Monsieur le Premier Ministre et Madame la Ministre de la Culture et des Communications,

Permettez-moi de vous interpeller sur le sort de nos bibliothèques publiques. J’ai 71 ans et une visite hebdomadaire à notre petite biblio de village représente pour moi plus qu’un loisir culturel. Dans cette municipalité d’environ 400 âmes, quand trois abonnés y sont réunis, ça fait la joie de la bénévole. Nous payons pour ce service public qui me permet aussi d’accéder à Internet, que je n’ai pas à domicile, comme environ 12 % de la population.

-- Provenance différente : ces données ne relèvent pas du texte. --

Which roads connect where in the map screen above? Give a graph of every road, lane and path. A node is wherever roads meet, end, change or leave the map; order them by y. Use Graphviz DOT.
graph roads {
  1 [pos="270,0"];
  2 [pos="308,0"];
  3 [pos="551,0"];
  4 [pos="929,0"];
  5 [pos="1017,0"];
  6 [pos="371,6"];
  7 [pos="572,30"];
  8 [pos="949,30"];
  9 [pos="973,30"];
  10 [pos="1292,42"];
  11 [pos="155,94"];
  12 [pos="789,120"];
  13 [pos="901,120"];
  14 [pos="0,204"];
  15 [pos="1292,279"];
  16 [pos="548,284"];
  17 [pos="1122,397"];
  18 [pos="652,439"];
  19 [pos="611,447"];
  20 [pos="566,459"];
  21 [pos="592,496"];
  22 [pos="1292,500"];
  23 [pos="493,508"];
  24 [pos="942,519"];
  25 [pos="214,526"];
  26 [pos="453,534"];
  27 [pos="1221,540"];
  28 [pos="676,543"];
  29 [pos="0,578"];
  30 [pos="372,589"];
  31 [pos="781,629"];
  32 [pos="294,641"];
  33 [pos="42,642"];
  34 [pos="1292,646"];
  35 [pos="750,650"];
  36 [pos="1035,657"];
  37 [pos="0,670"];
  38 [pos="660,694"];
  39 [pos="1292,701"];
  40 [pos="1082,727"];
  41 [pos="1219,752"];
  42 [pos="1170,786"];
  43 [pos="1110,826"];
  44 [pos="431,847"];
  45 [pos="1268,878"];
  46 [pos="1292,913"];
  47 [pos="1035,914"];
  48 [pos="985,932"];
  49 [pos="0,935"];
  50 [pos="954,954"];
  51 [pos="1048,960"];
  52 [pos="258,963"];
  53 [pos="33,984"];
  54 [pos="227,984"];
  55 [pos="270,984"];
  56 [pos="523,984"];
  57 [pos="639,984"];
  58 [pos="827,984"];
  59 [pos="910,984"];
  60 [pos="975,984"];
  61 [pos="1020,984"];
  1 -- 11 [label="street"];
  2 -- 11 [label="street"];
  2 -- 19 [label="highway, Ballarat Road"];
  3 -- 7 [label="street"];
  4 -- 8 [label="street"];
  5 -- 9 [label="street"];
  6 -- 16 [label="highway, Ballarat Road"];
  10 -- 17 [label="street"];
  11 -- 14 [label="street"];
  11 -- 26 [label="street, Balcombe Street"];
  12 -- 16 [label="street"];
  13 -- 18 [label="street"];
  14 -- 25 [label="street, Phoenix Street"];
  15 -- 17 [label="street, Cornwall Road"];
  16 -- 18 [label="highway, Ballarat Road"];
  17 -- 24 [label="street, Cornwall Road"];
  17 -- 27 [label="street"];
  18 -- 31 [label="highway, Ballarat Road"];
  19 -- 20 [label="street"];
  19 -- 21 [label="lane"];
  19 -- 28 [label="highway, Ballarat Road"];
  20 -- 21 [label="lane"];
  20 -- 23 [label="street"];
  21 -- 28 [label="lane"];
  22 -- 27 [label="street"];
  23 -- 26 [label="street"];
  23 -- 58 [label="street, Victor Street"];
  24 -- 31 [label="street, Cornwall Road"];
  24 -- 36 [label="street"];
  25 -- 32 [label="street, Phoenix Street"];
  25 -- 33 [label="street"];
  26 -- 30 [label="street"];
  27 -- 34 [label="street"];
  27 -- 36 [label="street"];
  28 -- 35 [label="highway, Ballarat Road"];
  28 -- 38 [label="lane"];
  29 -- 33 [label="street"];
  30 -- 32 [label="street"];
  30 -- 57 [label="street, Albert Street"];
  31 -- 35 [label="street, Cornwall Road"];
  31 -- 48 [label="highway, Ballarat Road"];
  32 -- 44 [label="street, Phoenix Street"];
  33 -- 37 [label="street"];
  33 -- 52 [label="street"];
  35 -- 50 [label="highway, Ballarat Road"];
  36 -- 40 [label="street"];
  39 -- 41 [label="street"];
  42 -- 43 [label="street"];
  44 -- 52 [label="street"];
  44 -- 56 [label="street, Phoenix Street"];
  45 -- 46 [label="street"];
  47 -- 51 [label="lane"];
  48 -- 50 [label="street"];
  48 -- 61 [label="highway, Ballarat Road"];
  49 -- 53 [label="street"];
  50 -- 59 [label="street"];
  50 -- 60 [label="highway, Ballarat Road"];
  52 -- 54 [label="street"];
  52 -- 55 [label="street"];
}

Or beaucoup de renseignements indispensables ne sont plus accessibles que par ce moyen et vous nous en privez. Pourtant, les librairies ont rouvert ainsi que des magasins d’articles d’occasion, dont des livres. Et les journaux où vous occupez plusieurs pages. Bien que le papier soit peu propice à la possible survie d’un éventuel virus, le personnel des biblios pourrait même mettre les livres en quarantaine trois jours avant de les réintroduire dans les rayons…

Nous vous demandons de cesser de nous aliéner et de nous rendre ce service essentiel dans les plus brefs délais.

Un « vieux » pas content qui refuse d’être infantilisé.